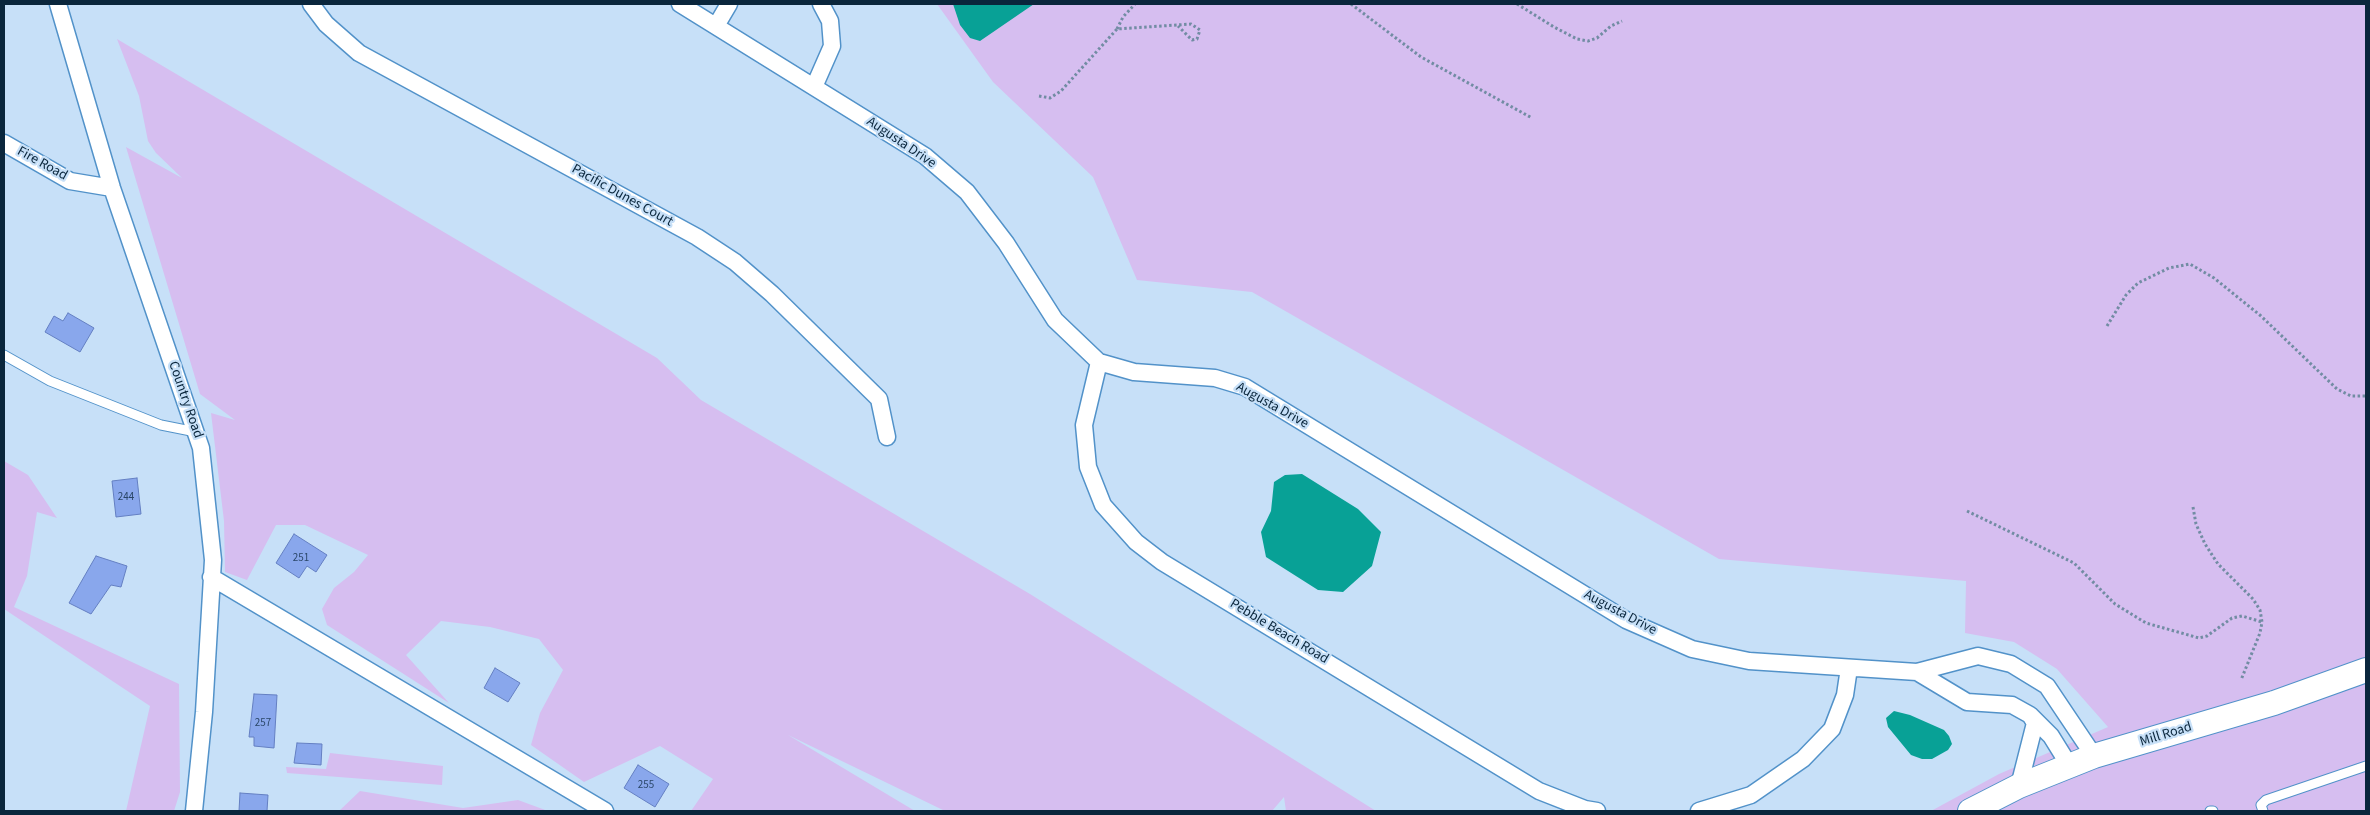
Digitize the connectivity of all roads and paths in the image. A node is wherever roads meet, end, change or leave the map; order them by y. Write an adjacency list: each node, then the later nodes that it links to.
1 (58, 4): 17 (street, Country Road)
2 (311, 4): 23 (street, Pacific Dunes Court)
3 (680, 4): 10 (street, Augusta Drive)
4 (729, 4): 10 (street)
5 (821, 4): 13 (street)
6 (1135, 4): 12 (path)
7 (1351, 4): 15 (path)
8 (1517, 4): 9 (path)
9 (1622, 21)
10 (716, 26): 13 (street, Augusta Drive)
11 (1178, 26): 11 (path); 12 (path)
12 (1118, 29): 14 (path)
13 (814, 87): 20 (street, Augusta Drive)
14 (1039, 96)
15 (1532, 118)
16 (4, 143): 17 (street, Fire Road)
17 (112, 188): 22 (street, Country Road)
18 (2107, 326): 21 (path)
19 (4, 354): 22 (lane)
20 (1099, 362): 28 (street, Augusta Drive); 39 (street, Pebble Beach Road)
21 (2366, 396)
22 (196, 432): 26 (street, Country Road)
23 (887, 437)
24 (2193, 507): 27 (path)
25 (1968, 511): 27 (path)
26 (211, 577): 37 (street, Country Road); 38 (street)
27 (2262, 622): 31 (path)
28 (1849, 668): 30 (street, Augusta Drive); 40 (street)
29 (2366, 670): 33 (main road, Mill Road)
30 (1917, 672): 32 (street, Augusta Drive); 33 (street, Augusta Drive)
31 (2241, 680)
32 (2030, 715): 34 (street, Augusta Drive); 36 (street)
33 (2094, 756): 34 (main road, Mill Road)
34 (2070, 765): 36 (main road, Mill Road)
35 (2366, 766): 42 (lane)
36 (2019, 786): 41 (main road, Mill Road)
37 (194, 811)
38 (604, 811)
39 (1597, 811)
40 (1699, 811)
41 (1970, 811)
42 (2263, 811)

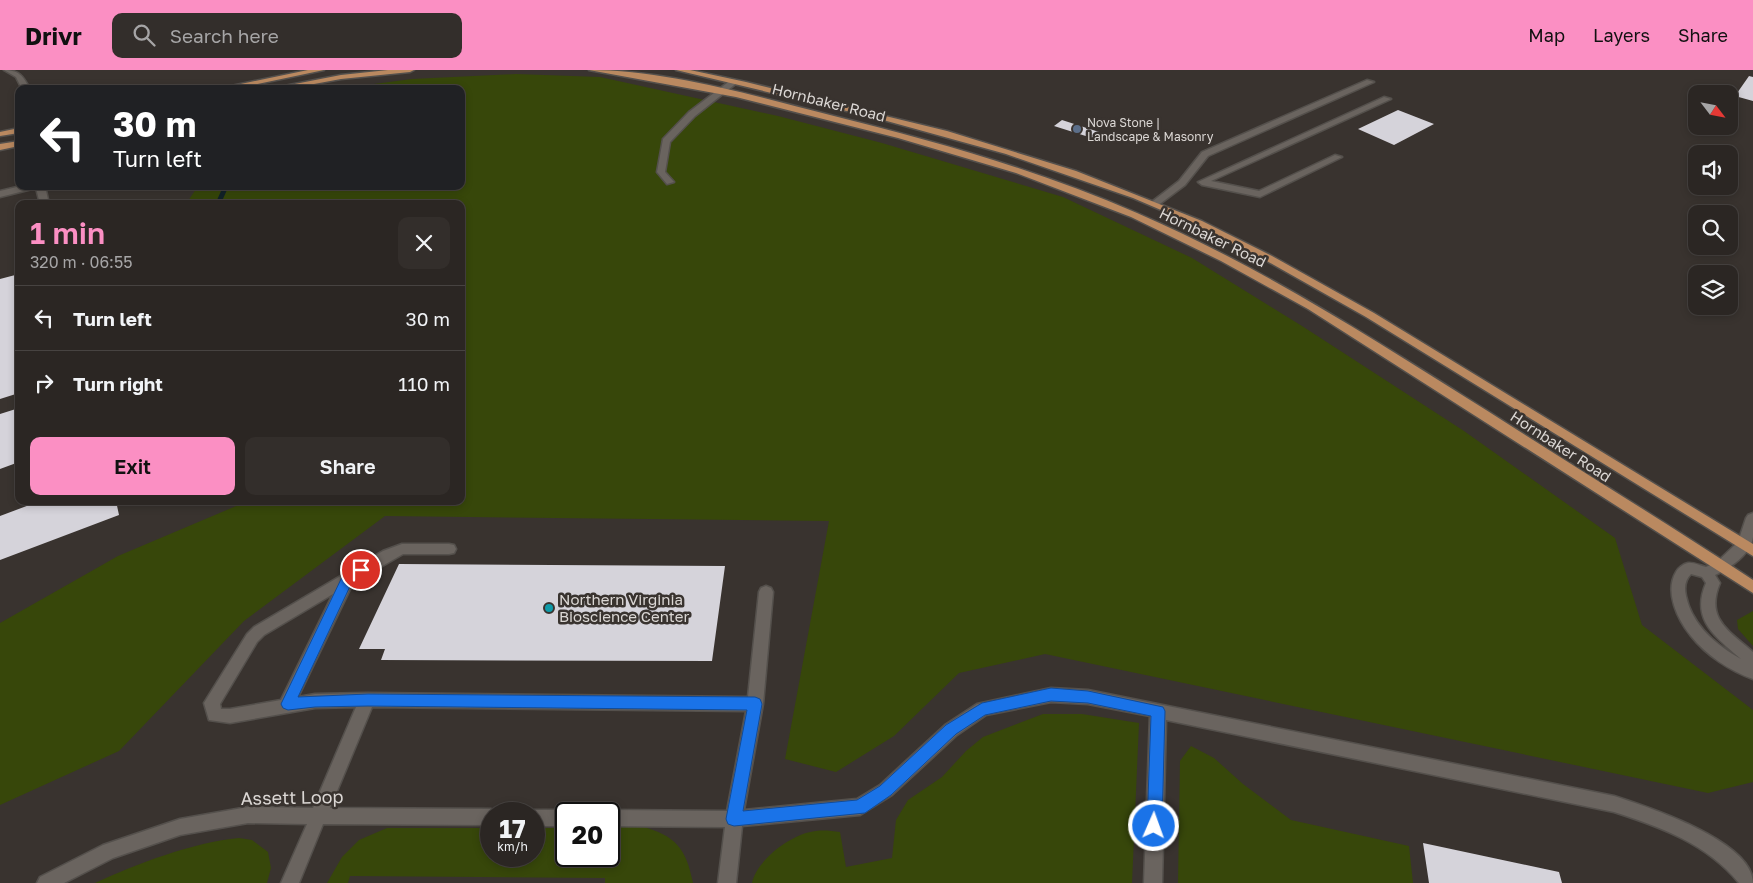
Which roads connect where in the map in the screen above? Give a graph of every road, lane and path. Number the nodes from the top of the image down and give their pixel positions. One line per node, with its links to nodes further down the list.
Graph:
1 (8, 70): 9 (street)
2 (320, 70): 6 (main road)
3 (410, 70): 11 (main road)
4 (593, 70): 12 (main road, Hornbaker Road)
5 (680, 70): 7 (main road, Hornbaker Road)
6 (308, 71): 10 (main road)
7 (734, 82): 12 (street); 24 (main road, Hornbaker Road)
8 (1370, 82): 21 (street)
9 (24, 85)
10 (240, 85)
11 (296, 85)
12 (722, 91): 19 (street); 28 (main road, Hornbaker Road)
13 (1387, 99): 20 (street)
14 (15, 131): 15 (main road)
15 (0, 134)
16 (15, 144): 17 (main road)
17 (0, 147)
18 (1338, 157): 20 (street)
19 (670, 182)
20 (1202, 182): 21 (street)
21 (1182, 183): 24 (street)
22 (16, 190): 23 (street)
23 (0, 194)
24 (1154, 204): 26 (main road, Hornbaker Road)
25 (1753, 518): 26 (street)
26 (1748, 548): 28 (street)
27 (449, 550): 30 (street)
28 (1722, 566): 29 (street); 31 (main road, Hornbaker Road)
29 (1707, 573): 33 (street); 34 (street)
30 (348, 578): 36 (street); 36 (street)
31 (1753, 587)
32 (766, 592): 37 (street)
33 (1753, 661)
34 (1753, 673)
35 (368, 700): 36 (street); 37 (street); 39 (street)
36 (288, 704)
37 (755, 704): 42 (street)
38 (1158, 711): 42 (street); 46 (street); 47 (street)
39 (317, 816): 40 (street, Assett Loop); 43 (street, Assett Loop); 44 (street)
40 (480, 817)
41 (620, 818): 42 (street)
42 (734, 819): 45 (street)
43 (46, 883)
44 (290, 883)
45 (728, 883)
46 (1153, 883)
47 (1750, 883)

____________________

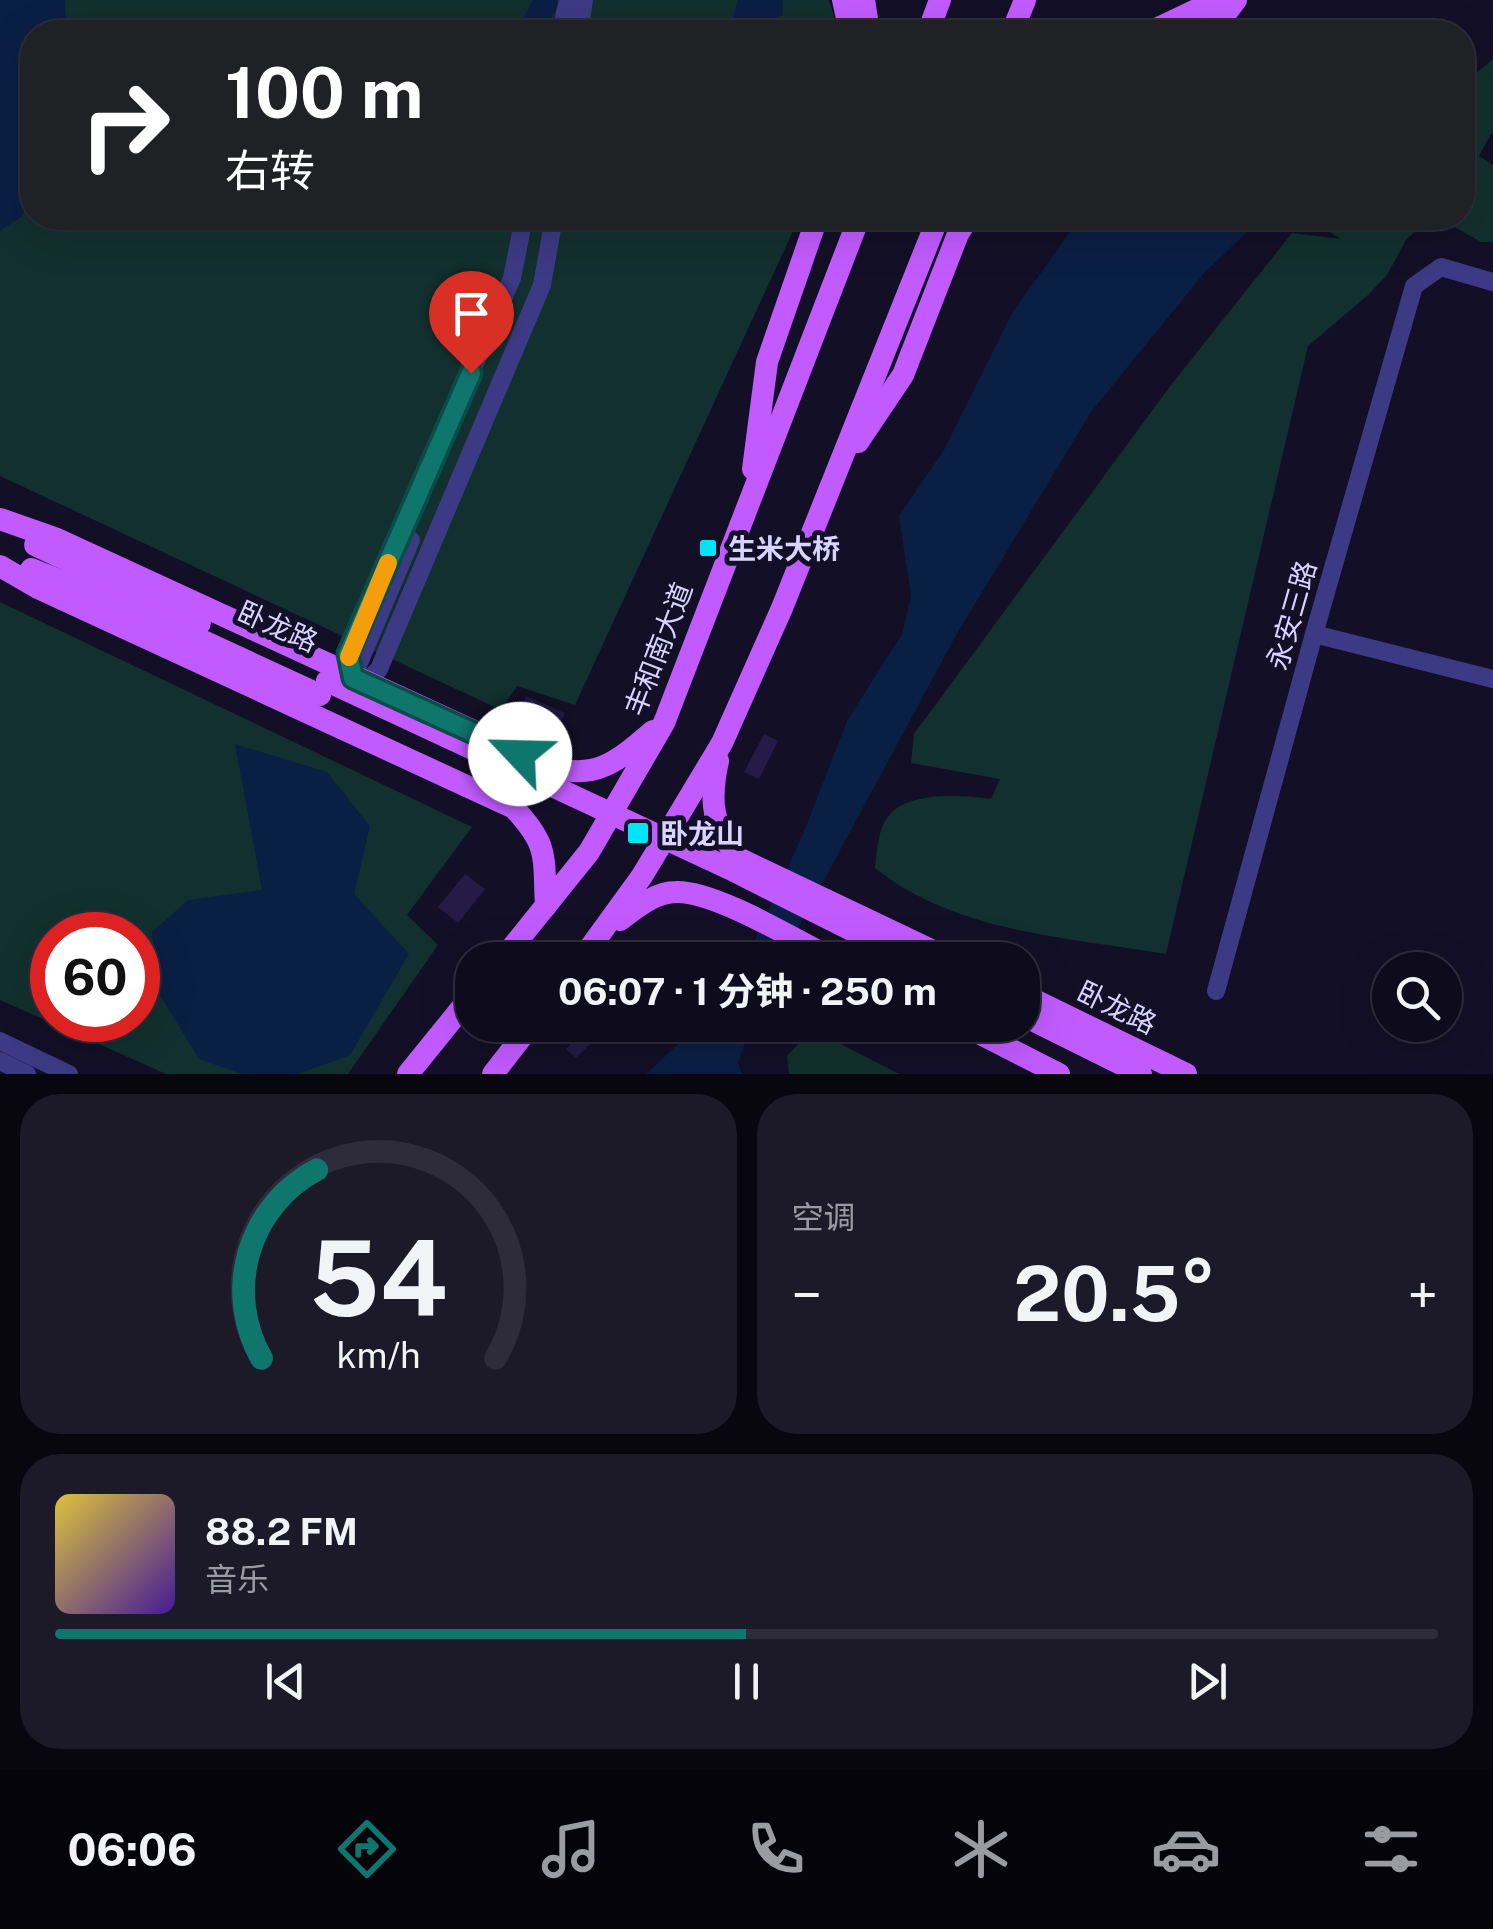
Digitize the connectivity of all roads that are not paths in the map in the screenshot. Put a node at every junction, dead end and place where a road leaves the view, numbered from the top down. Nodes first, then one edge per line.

____________________

Give the number of lines in the material above that have the word "every" in them, and nothing more.

> **ANSWER SPACE**
2